O impasse diplomático se prolonga durante alguns dias. Um corte,
agora, para o 28º Batalhão da Infantaria Canadense, estacionado perto
da linha de combate. O soldado
George Price recebe ordens de avançar até Mons, na Bélgica, onde a
guerra havia aliás começado, quatro
anos antes. Finalmente, Erzberger
recebe ordens para assinar o armistício. Isso é feito às 5h10 da manhã
de 11 de novembro de 1918. Seis horas depois, às 11 da manhã, acabam
as hostilidades. O soldado George
Prince, baleado às 10h58, morrerá
ouvindo os últimos tiros da Primeira Guerra Mundial.
Esta é a narrativa resumida de um
documentário histórico produzido
pela BBC, que faz parte da série
"Dias que Abalaram o Mundo". Andou passando nos labirintos da TV a
cabo, mas agora os DVDs podem ser
comprados em banca de jornal, ou
no site www.aventurasnahistoria.com.br/loja.
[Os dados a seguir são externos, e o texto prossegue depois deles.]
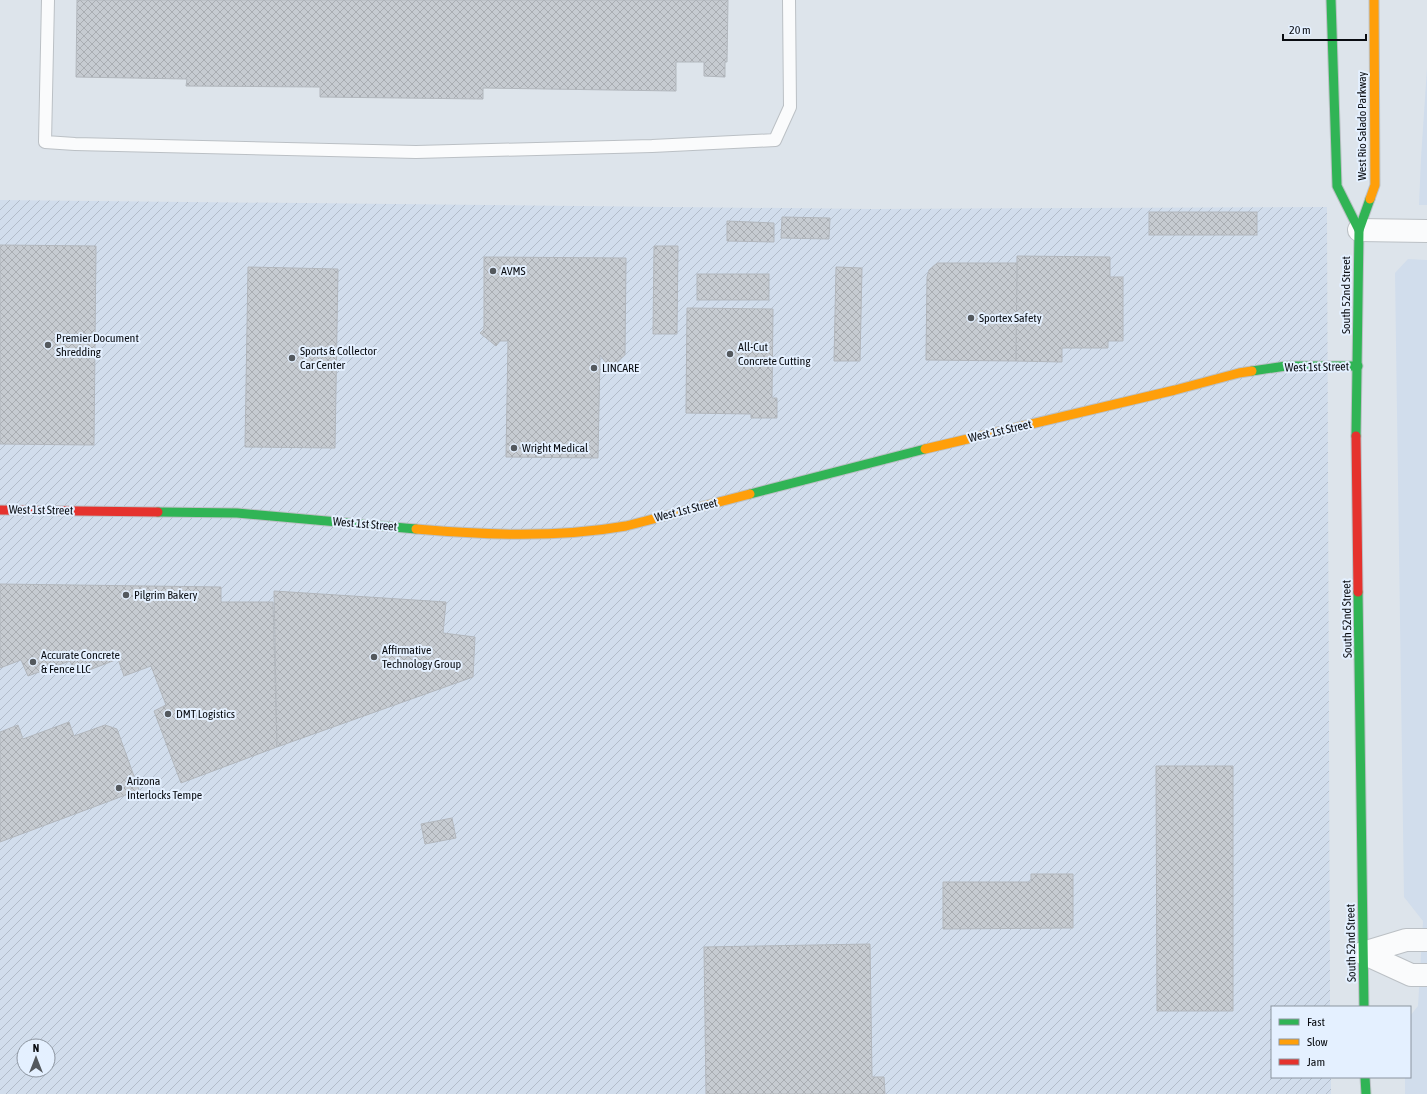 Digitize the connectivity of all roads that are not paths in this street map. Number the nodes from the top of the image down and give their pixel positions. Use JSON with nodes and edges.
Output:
{"nodes":[{"id":1,"x":48,"y":0,"type":"edge"},
{"id":2,"x":789,"y":0,"type":"edge"},
{"id":3,"x":1331,"y":0,"type":"edge"},
{"id":4,"x":1374,"y":0,"type":"edge"},
{"id":5,"x":1359,"y":230,"type":"junction"},
{"id":6,"x":1427,"y":231,"type":"edge"},
{"id":7,"x":1358,"y":366,"type":"junction"},
{"id":8,"x":0,"y":510,"type":"edge"},
{"id":9,"x":1427,"y":940,"type":"edge"},
{"id":10,"x":1363,"y":953,"type":"junction"},
{"id":11,"x":1427,"y":976,"type":"edge"},
{"id":12,"x":1364,"y":1006,"type":"edge"},
{"id":13,"x":1365,"y":1078,"type":"edge"},
{"id":14,"x":1366,"y":1094,"type":"edge"}],
"edges":[{"from":1,"to":2,"type":"lane"},
{"from":3,"to":5,"type":"street"},
{"from":4,"to":5,"type":"street","name":"West Rio Salado Parkway"},
{"from":5,"to":6,"type":"street"},
{"from":5,"to":7,"type":"street","name":"South 52nd Street"},
{"from":7,"to":8,"type":"street","name":"West 1st Street"},
{"from":7,"to":10,"type":"street","name":"South 52nd Street"},
{"from":9,"to":10,"type":"street"},
{"from":10,"to":11,"type":"street"},
{"from":10,"to":12,"type":"street","name":"South 52nd Street"},
{"from":13,"to":14,"type":"street"}]}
Não vi todos ainda. Graças à narrativa concentrada em pouco mais
de um dia decisivo e em poucos
personagens, o efeito desses documentários é eletrizante.
No começo de junho de 1967, o
rei Hussein da Jordânia recebe um
telefonema do líder egípcio Gamal
Abdel Nasser. Os dois tinham assinado um acordo militar pouco
tempo antes. Nasser tem boas notícias para Hussein: conta-lhe que os
egípcios impõem às forças israelenses uma derrota humilhante.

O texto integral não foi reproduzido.